Mirion Malle passe de l’ombre à la lumière dans cette deuxième bande dessinée de fiction tout en couleurs et pleine de douceur, où réconciliation et nouveaux départs sont au cœur de la joie retrouvée.

Bande dessinée

Mirion Malle passe de l’ombre à la lumière dans cette deuxième bande dessinée de fiction tout en couleurs et pleine de douceur, où réconciliation et nouveaux départs sont au cœur de la joie retrouvée.

L’autrice Mirion Malle nous avait séduit·es avec sa première bande dessinée fictionnelle, C’est comme ça que je disparais (Pow Pow, 2020). Elle abordait avec beaucoup d’empathie les problèmes liés à la dépression et les traumas du passé. Dans Adieu triste amour, elle continue de creuser le sujet en reprenant les thématiques qui lui sont chères: la solitude, la réconciliation, la sororité.

Quitter la peur

Cléo, jeune autrice de bandes dessinées, aime un homme toxique. À la suite de certaines révélations graves, cette Française installée à Montréal monte dans un bus et pose ses valises en Gaspésie. Elle y rencontre une communauté de femmes bienveillantes où seul le doux, un leitmotiv réconfortant qui sonne à nos oreilles, a sa place.

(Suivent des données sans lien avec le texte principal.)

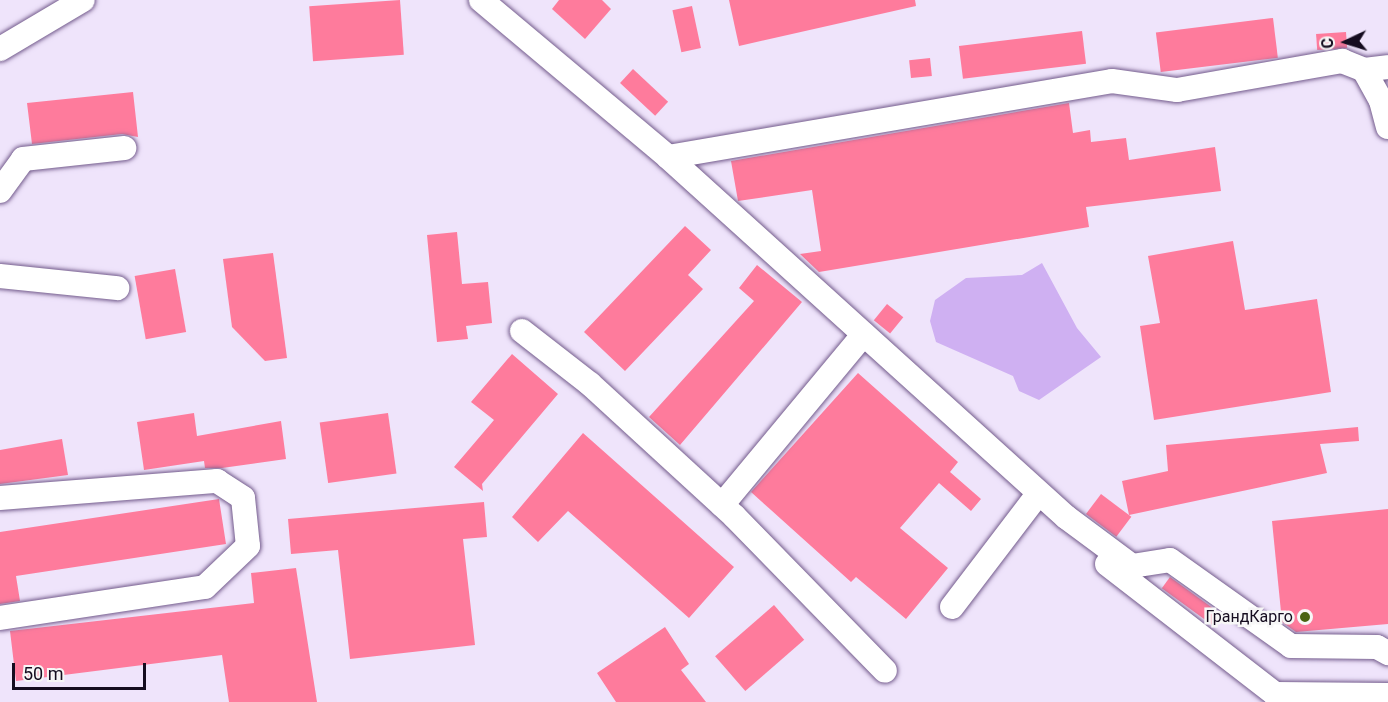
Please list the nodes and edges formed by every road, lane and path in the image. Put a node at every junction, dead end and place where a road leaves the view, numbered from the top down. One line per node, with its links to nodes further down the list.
1 (83, 0): 3 (street)
2 (481, 0): 8 (street)
3 (0, 49)
4 (1388, 67): 5 (street)
5 (1364, 70): 6 (street); 8 (street)
6 (1388, 127)
7 (124, 148): 9 (street)
8 (668, 157): 13 (street)
9 (0, 191)
10 (0, 276): 11 (street)
11 (117, 288)
12 (522, 331): 16 (street)
13 (864, 334): 14 (street); 16 (street)
14 (1039, 493): 17 (street); 18 (street)
15 (0, 498): 19 (street)
16 (722, 505): 21 (street)
17 (1066, 517): 20 (street); 22 (street)
18 (952, 607)
19 (0, 618)
20 (1388, 654)
21 (885, 671)
22 (1388, 695)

Ce livre s’ouvre sur une introduction hors du temps qui nous promet une histoire pleine de douceur et de bonnes nouvelles. L’autrice nous tend la main et nous entraîne dans un univers aux couleurs délavées qui, au fil de la lecture, se gorgent de lumière et dévoilent, à la fin de l’ouvrage, un lever de soleil éclatant. Cléo abandonne la peur, elle est à l’aurore de sa vie, et un champ infini de possibles s’offre à elle. On retrouve dans le dessin cette naïveté enfantine des corps aux proportions non respectées: grosses mains, pantalons larges et chaussures carrées, la signature graphique
de Malle.

«Il me semble que je n’ai plus peur… Il me semble que je suis heureuse.» Ce clin d’œil au film d’Agnès Varda, Cléo de 5 à 7 (1962), qu’on lit en exergue du livre, est un hommage que Malle rend à cette grande cinéaste, mais aussi au cinéma français. L’artiste emploie des cases entières pour croquer un détail, une main, une bouche, qui apportent une sensibilité cinématographique à son dessin, créant ainsi une ambiance nouvelle vague version 2022. Elle use également de dialogues très rohmériens par leur simplicité et leur inconsistance au premier abord. Ils mettent en relief le quotidien étouffant de la protagoniste.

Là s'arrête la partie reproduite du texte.